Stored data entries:
|---|

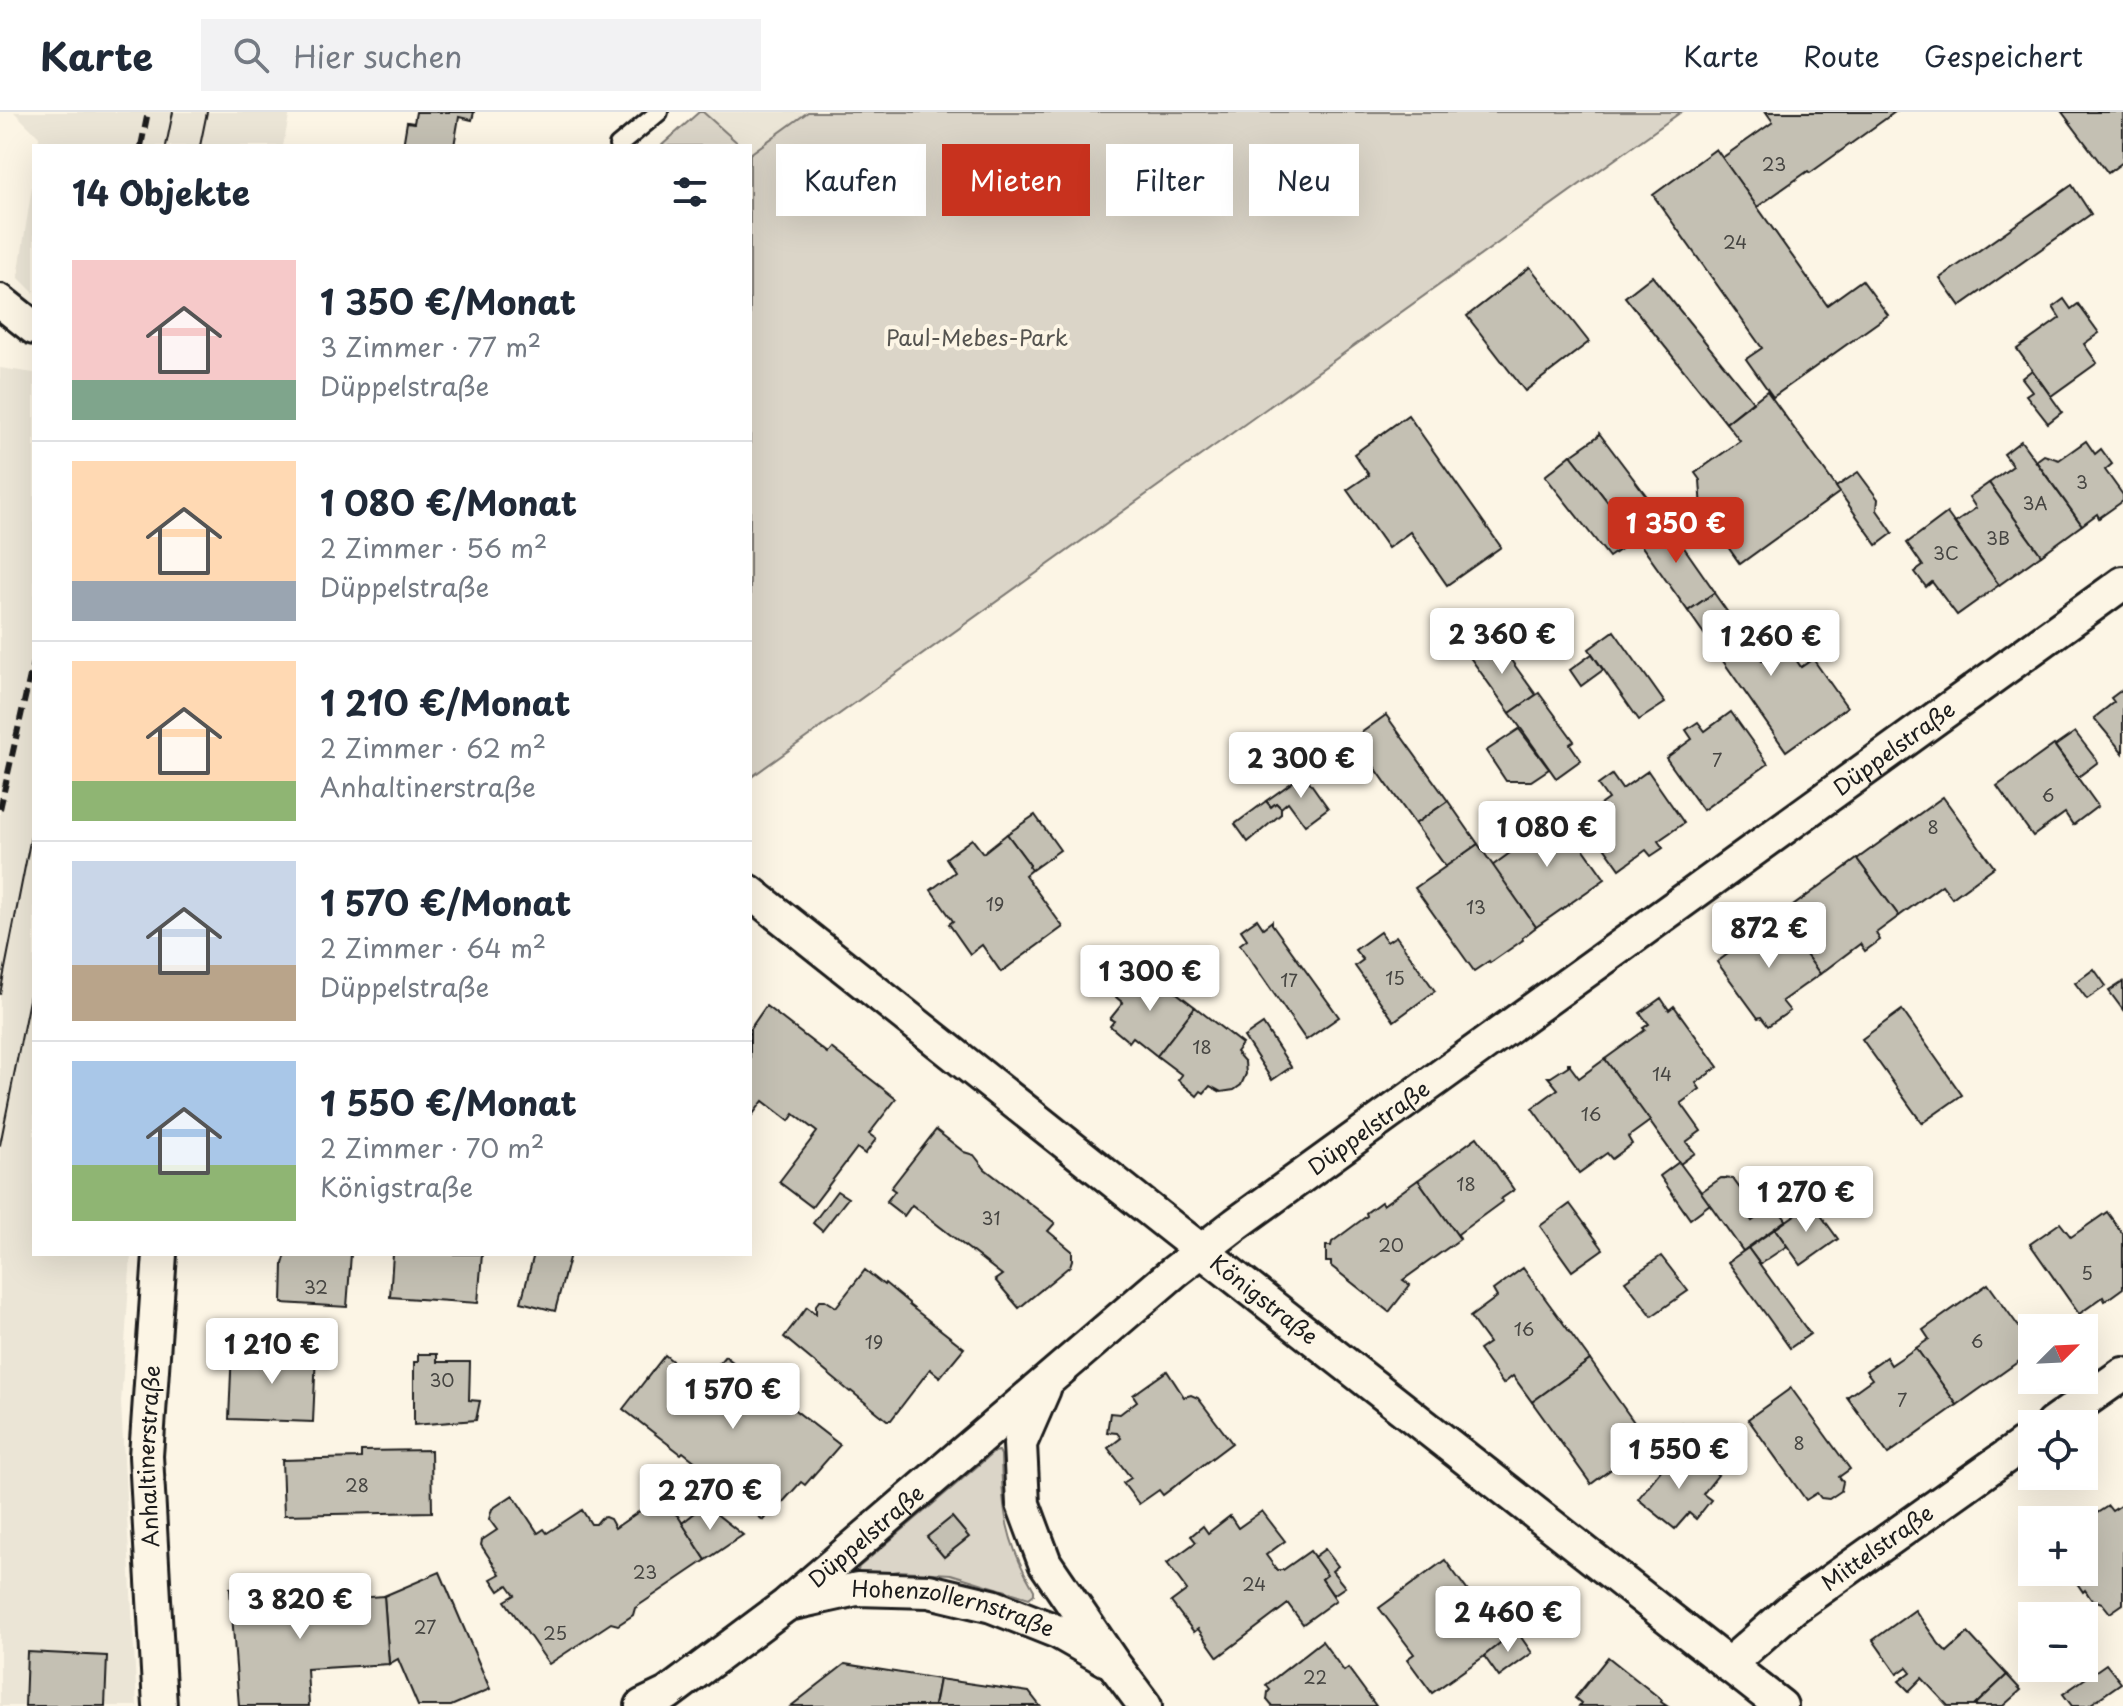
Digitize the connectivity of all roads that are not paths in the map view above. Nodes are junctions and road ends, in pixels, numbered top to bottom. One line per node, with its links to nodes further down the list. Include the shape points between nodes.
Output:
1 (659, 112): 2 (lane)
2 (620, 144)
3 (2123, 583): 5 (street, Düppelstraße)
4 (752, 894): 5 (street, Königstraße)
5 (1202, 1250): 8 (street, Düppelstraße); 13 (street, Königstraße)
6 (160, 1256): 15 (street, Anhaltinerstraße, via 146,1456)
7 (2123, 1374): 9 (street)
8 (1049, 1379): 11 (street, Düppelstraße); 12 (street, Hohenzollernstraße, via 1020,1444 1023,1504 1045,1563)
9 (2072, 1410)
10 (2018, 1448): 13 (street, Mittelstraße, via 1793,1608)
11 (786, 1605): 12 (street, Hohenzollernstraße, via 857,1589 929,1591 992,1606 1058,1632); 14 (street, Düppelstraße)
12 (1113, 1663): 16 (street, Hohenzollernstraße)
13 (1728, 1665): 17 (street, Königstraße)
14 (656, 1702)
15 (160, 1706)
16 (1145, 1706)
17 (1781, 1706)

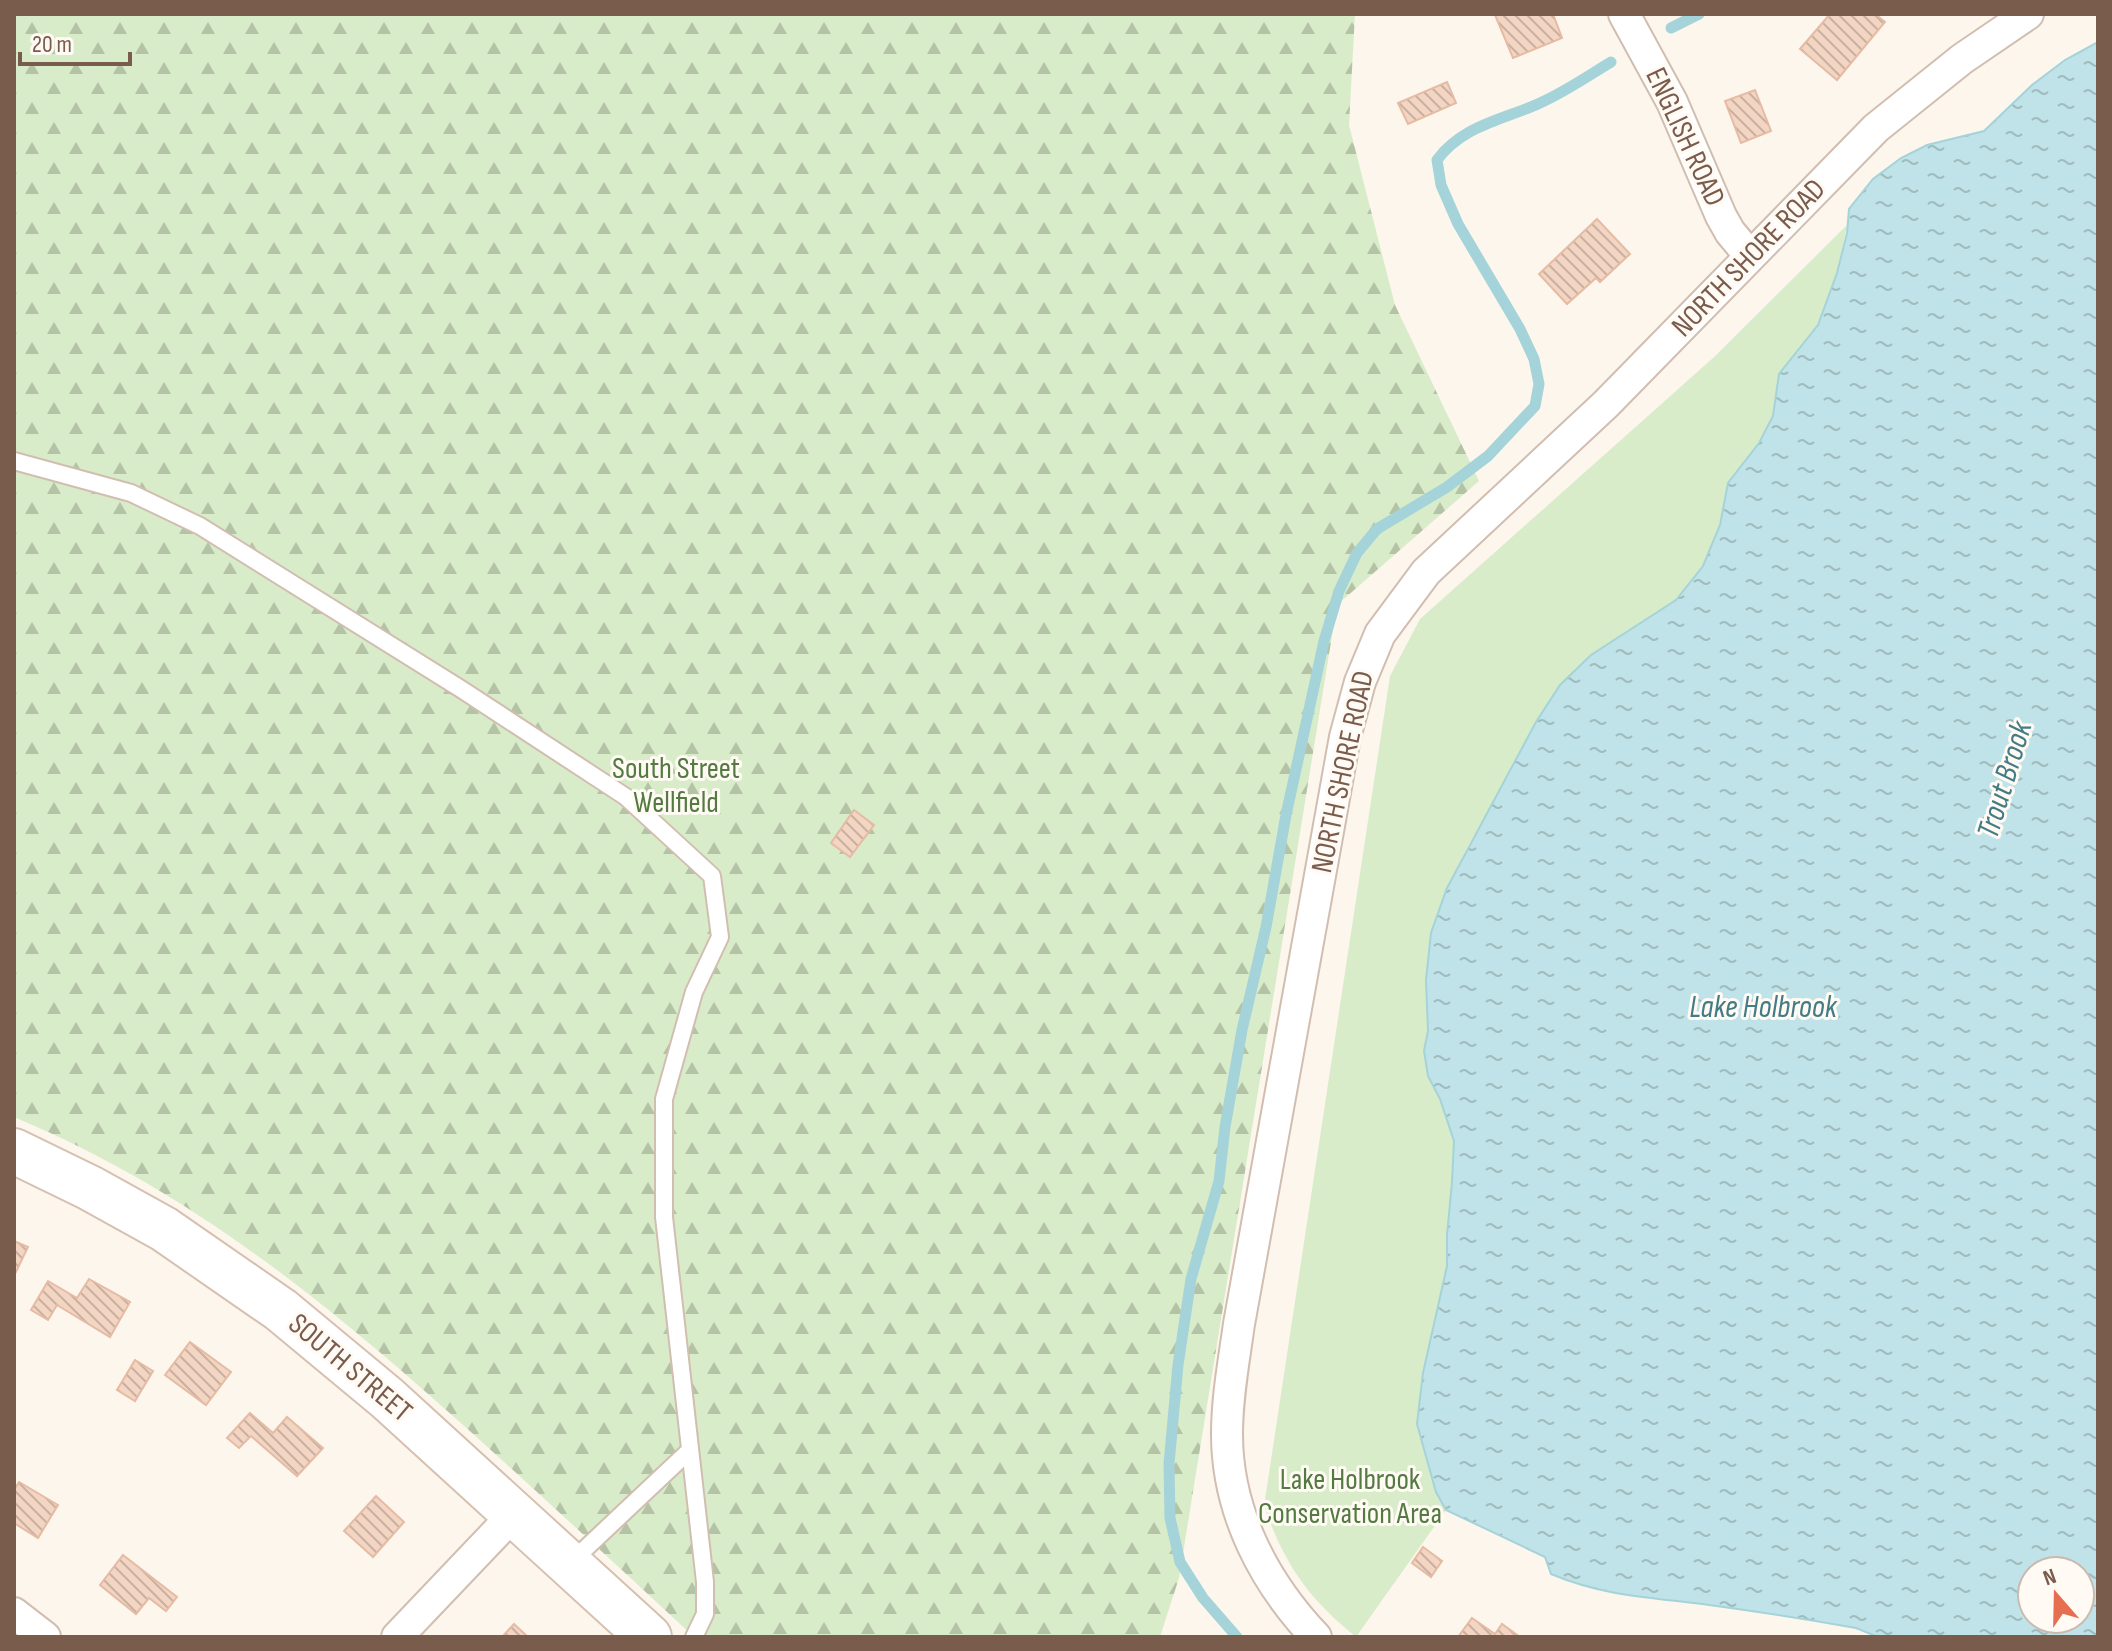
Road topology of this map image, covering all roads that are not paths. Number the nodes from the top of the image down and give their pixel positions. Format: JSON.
{"nodes":[{"id":1,"x":1624,"y":14,"type":"edge"},
{"id":2,"x":2028,"y":14,"type":"edge"},
{"id":3,"x":1750,"y":256,"type":"junction"},
{"id":4,"x":14,"y":461,"type":"edge"},
{"id":5,"x":14,"y":1151,"type":"edge"},
{"id":6,"x":690,"y":1450,"type":"junction"},
{"id":7,"x":515,"y":1513,"type":"junction"},
{"id":8,"x":569,"y":1564,"type":"junction"},
{"id":9,"x":14,"y":1613,"type":"edge"},
{"id":10,"x":45,"y":1637,"type":"edge"},
{"id":11,"x":397,"y":1637,"type":"edge"},
{"id":12,"x":649,"y":1637,"type":"edge"},
{"id":13,"x":694,"y":1637,"type":"edge"},
{"id":14,"x":1316,"y":1637,"type":"edge"}],
"edges":[{"from":1,"to":3,"type":"street","name":"ENGLISH ROAD"},
{"from":2,"to":3,"type":"street","name":"NORTH SHORE ROAD"},
{"from":3,"to":14,"type":"street","name":"NORTH SHORE ROAD"},
{"from":4,"to":6,"type":"lane"},
{"from":5,"to":7,"type":"main road","name":"SOUTH STREET"},
{"from":6,"to":8,"type":"lane"},
{"from":6,"to":13,"type":"lane"},
{"from":7,"to":8,"type":"main road","name":"SOUTH STREET"},
{"from":7,"to":11,"type":"street"},
{"from":8,"to":12,"type":"main road","name":"SOUTH STREET"},
{"from":9,"to":10,"type":"street"}]}
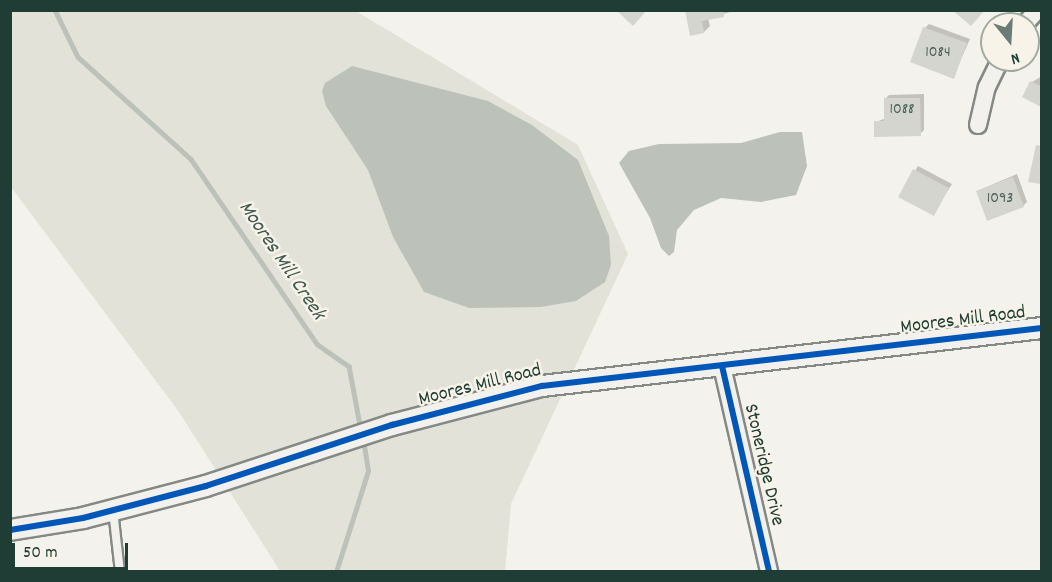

|---|

- [Problem to solve]:
Return exactly the line containing "Road topology of" and every line after it, up to and including the final line of the entries above. Pictures stay out.

- [Worked solution]:
Road topology of this map image, covering all roads that are not paths. Number the nodes from the top of the image down and give their pixel positions. Format: JSON.
{"nodes":[{"id":1,"x":1624,"y":14,"type":"edge"},
{"id":2,"x":2028,"y":14,"type":"edge"},
{"id":3,"x":1750,"y":256,"type":"junction"},
{"id":4,"x":14,"y":461,"type":"edge"},
{"id":5,"x":14,"y":1151,"type":"edge"},
{"id":6,"x":690,"y":1450,"type":"junction"},
{"id":7,"x":515,"y":1513,"type":"junction"},
{"id":8,"x":569,"y":1564,"type":"junction"},
{"id":9,"x":14,"y":1613,"type":"edge"},
{"id":10,"x":45,"y":1637,"type":"edge"},
{"id":11,"x":397,"y":1637,"type":"edge"},
{"id":12,"x":649,"y":1637,"type":"edge"},
{"id":13,"x":694,"y":1637,"type":"edge"},
{"id":14,"x":1316,"y":1637,"type":"edge"}],
"edges":[{"from":1,"to":3,"type":"street","name":"ENGLISH ROAD"},
{"from":2,"to":3,"type":"street","name":"NORTH SHORE ROAD"},
{"from":3,"to":14,"type":"street","name":"NORTH SHORE ROAD"},
{"from":4,"to":6,"type":"lane"},
{"from":5,"to":7,"type":"main road","name":"SOUTH STREET"},
{"from":6,"to":8,"type":"lane"},
{"from":6,"to":13,"type":"lane"},
{"from":7,"to":8,"type":"main road","name":"SOUTH STREET"},
{"from":7,"to":11,"type":"street"},
{"from":8,"to":12,"type":"main road","name":"SOUTH STREET"},
{"from":9,"to":10,"type":"street"}]}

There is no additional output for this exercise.